Collected data entries:
§ §

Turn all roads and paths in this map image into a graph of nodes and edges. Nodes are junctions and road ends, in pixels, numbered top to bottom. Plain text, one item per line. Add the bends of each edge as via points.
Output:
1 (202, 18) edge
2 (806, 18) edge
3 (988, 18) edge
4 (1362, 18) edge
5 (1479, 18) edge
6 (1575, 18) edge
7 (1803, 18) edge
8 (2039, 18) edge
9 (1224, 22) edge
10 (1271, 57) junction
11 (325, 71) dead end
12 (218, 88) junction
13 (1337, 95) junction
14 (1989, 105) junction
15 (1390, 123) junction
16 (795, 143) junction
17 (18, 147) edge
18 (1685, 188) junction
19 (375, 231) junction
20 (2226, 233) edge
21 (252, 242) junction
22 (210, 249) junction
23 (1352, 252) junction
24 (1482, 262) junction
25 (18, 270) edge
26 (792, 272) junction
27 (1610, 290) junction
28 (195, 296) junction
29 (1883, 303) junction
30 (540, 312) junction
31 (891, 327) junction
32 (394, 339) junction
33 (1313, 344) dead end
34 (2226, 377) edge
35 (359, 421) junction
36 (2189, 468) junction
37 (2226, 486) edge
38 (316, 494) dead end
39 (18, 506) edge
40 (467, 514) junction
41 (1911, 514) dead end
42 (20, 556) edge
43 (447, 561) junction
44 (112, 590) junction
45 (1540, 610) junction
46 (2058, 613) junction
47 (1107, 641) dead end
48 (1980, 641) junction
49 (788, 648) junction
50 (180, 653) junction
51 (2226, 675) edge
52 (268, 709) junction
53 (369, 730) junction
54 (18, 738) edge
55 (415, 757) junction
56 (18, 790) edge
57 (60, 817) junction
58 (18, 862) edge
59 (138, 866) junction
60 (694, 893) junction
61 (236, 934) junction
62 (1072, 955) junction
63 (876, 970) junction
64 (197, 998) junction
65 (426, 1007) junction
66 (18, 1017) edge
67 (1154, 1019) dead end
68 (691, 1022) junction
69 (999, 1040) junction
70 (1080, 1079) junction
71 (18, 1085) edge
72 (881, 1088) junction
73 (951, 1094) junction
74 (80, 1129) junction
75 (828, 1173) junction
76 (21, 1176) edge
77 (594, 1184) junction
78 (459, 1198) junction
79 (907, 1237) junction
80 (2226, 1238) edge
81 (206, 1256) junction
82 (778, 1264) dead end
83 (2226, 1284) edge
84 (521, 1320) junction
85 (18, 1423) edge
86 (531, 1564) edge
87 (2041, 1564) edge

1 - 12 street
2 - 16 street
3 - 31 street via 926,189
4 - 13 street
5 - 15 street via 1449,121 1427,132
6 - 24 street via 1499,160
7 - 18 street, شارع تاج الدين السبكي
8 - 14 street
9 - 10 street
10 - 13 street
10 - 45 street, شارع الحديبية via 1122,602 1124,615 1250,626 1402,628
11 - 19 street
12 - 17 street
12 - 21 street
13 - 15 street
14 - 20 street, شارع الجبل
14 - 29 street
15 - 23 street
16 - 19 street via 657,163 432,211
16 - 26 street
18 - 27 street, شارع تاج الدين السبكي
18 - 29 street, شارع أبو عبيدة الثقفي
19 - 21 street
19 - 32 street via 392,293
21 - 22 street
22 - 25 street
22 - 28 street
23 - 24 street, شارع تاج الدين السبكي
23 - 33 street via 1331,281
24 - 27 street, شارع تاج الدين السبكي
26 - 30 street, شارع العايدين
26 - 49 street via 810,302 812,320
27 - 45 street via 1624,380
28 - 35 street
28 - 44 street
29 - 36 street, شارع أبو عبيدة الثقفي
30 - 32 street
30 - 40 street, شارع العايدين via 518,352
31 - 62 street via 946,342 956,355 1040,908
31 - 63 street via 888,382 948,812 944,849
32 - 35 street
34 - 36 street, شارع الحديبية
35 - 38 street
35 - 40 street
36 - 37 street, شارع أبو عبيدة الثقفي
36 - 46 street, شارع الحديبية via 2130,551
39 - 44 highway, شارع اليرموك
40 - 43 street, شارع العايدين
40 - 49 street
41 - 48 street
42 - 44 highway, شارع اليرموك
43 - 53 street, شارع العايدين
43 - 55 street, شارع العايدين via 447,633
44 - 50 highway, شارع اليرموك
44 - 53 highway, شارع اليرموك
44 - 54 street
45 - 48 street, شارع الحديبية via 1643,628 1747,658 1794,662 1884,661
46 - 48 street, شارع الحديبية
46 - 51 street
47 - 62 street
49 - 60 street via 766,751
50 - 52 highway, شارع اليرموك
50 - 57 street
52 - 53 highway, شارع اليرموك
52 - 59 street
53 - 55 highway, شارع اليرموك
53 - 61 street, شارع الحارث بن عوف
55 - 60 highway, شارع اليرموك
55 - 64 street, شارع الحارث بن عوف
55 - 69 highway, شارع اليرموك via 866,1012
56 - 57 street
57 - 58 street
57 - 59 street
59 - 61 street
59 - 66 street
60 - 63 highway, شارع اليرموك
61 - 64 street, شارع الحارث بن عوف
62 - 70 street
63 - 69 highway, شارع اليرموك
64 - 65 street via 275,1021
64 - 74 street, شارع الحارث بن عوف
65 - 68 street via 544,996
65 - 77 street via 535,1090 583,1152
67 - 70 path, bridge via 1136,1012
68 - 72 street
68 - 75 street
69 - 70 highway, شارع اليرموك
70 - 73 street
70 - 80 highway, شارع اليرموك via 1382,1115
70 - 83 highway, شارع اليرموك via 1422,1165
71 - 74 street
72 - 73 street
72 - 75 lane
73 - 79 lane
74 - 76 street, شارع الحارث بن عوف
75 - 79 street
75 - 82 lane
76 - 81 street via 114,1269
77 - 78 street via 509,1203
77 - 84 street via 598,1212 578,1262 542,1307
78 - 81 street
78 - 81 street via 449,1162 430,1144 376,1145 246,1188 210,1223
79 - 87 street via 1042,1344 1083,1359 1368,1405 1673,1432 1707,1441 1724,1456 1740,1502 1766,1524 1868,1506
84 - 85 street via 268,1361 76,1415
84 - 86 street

§ §

The task: Set down the data once more, word for word.

Exercise output:
Turn all roads and paths in this map image into a graph of nodes and edges. Nodes are junctions and road ends, in pixels, numbered top to bottom. Plain text, one item per line. Add the bends of each edge as via points.
Output:
1 (202, 18) edge
2 (806, 18) edge
3 (988, 18) edge
4 (1362, 18) edge
5 (1479, 18) edge
6 (1575, 18) edge
7 (1803, 18) edge
8 (2039, 18) edge
9 (1224, 22) edge
10 (1271, 57) junction
11 (325, 71) dead end
12 (218, 88) junction
13 (1337, 95) junction
14 (1989, 105) junction
15 (1390, 123) junction
16 (795, 143) junction
17 (18, 147) edge
18 (1685, 188) junction
19 (375, 231) junction
20 (2226, 233) edge
21 (252, 242) junction
22 (210, 249) junction
23 (1352, 252) junction
24 (1482, 262) junction
25 (18, 270) edge
26 (792, 272) junction
27 (1610, 290) junction
28 (195, 296) junction
29 (1883, 303) junction
30 (540, 312) junction
31 (891, 327) junction
32 (394, 339) junction
33 (1313, 344) dead end
34 (2226, 377) edge
35 (359, 421) junction
36 (2189, 468) junction
37 (2226, 486) edge
38 (316, 494) dead end
39 (18, 506) edge
40 (467, 514) junction
41 (1911, 514) dead end
42 (20, 556) edge
43 (447, 561) junction
44 (112, 590) junction
45 (1540, 610) junction
46 (2058, 613) junction
47 (1107, 641) dead end
48 (1980, 641) junction
49 (788, 648) junction
50 (180, 653) junction
51 (2226, 675) edge
52 (268, 709) junction
53 (369, 730) junction
54 (18, 738) edge
55 (415, 757) junction
56 (18, 790) edge
57 (60, 817) junction
58 (18, 862) edge
59 (138, 866) junction
60 (694, 893) junction
61 (236, 934) junction
62 (1072, 955) junction
63 (876, 970) junction
64 (197, 998) junction
65 (426, 1007) junction
66 (18, 1017) edge
67 (1154, 1019) dead end
68 (691, 1022) junction
69 (999, 1040) junction
70 (1080, 1079) junction
71 (18, 1085) edge
72 (881, 1088) junction
73 (951, 1094) junction
74 (80, 1129) junction
75 (828, 1173) junction
76 (21, 1176) edge
77 (594, 1184) junction
78 (459, 1198) junction
79 (907, 1237) junction
80 (2226, 1238) edge
81 (206, 1256) junction
82 (778, 1264) dead end
83 (2226, 1284) edge
84 (521, 1320) junction
85 (18, 1423) edge
86 (531, 1564) edge
87 (2041, 1564) edge

1 - 12 street
2 - 16 street
3 - 31 street via 926,189
4 - 13 street
5 - 15 street via 1449,121 1427,132
6 - 24 street via 1499,160
7 - 18 street, شارع تاج الدين السبكي
8 - 14 street
9 - 10 street
10 - 13 street
10 - 45 street, شارع الحديبية via 1122,602 1124,615 1250,626 1402,628
11 - 19 street
12 - 17 street
12 - 21 street
13 - 15 street
14 - 20 street, شارع الجبل
14 - 29 street
15 - 23 street
16 - 19 street via 657,163 432,211
16 - 26 street
18 - 27 street, شارع تاج الدين السبكي
18 - 29 street, شارع أبو عبيدة الثقفي
19 - 21 street
19 - 32 street via 392,293
21 - 22 street
22 - 25 street
22 - 28 street
23 - 24 street, شارع تاج الدين السبكي
23 - 33 street via 1331,281
24 - 27 street, شارع تاج الدين السبكي
26 - 30 street, شارع العايدين
26 - 49 street via 810,302 812,320
27 - 45 street via 1624,380
28 - 35 street
28 - 44 street
29 - 36 street, شارع أبو عبيدة الثقفي
30 - 32 street
30 - 40 street, شارع العايدين via 518,352
31 - 62 street via 946,342 956,355 1040,908
31 - 63 street via 888,382 948,812 944,849
32 - 35 street
34 - 36 street, شارع الحديبية
35 - 38 street
35 - 40 street
36 - 37 street, شارع أبو عبيدة الثقفي
36 - 46 street, شارع الحديبية via 2130,551
39 - 44 highway, شارع اليرموك
40 - 43 street, شارع العايدين
40 - 49 street
41 - 48 street
42 - 44 highway, شارع اليرموك
43 - 53 street, شارع العايدين
43 - 55 street, شارع العايدين via 447,633
44 - 50 highway, شارع اليرموك
44 - 53 highway, شارع اليرموك
44 - 54 street
45 - 48 street, شارع الحديبية via 1643,628 1747,658 1794,662 1884,661
46 - 48 street, شارع الحديبية
46 - 51 street
47 - 62 street
49 - 60 street via 766,751
50 - 52 highway, شارع اليرموك
50 - 57 street
52 - 53 highway, شارع اليرموك
52 - 59 street
53 - 55 highway, شارع اليرموك
53 - 61 street, شارع الحارث بن عوف
55 - 60 highway, شارع اليرموك
55 - 64 street, شارع الحارث بن عوف
55 - 69 highway, شارع اليرموك via 866,1012
56 - 57 street
57 - 58 street
57 - 59 street
59 - 61 street
59 - 66 street
60 - 63 highway, شارع اليرموك
61 - 64 street, شارع الحارث بن عوف
62 - 70 street
63 - 69 highway, شارع اليرموك
64 - 65 street via 275,1021
64 - 74 street, شارع الحارث بن عوف
65 - 68 street via 544,996
65 - 77 street via 535,1090 583,1152
67 - 70 path, bridge via 1136,1012
68 - 72 street
68 - 75 street
69 - 70 highway, شارع اليرموك
70 - 73 street
70 - 80 highway, شارع اليرموك via 1382,1115
70 - 83 highway, شارع اليرموك via 1422,1165
71 - 74 street
72 - 73 street
72 - 75 lane
73 - 79 lane
74 - 76 street, شارع الحارث بن عوف
75 - 79 street
75 - 82 lane
76 - 81 street via 114,1269
77 - 78 street via 509,1203
77 - 84 street via 598,1212 578,1262 542,1307
78 - 81 street
78 - 81 street via 449,1162 430,1144 376,1145 246,1188 210,1223
79 - 87 street via 1042,1344 1083,1359 1368,1405 1673,1432 1707,1441 1724,1456 1740,1502 1766,1524 1868,1506
84 - 85 street via 268,1361 76,1415
84 - 86 street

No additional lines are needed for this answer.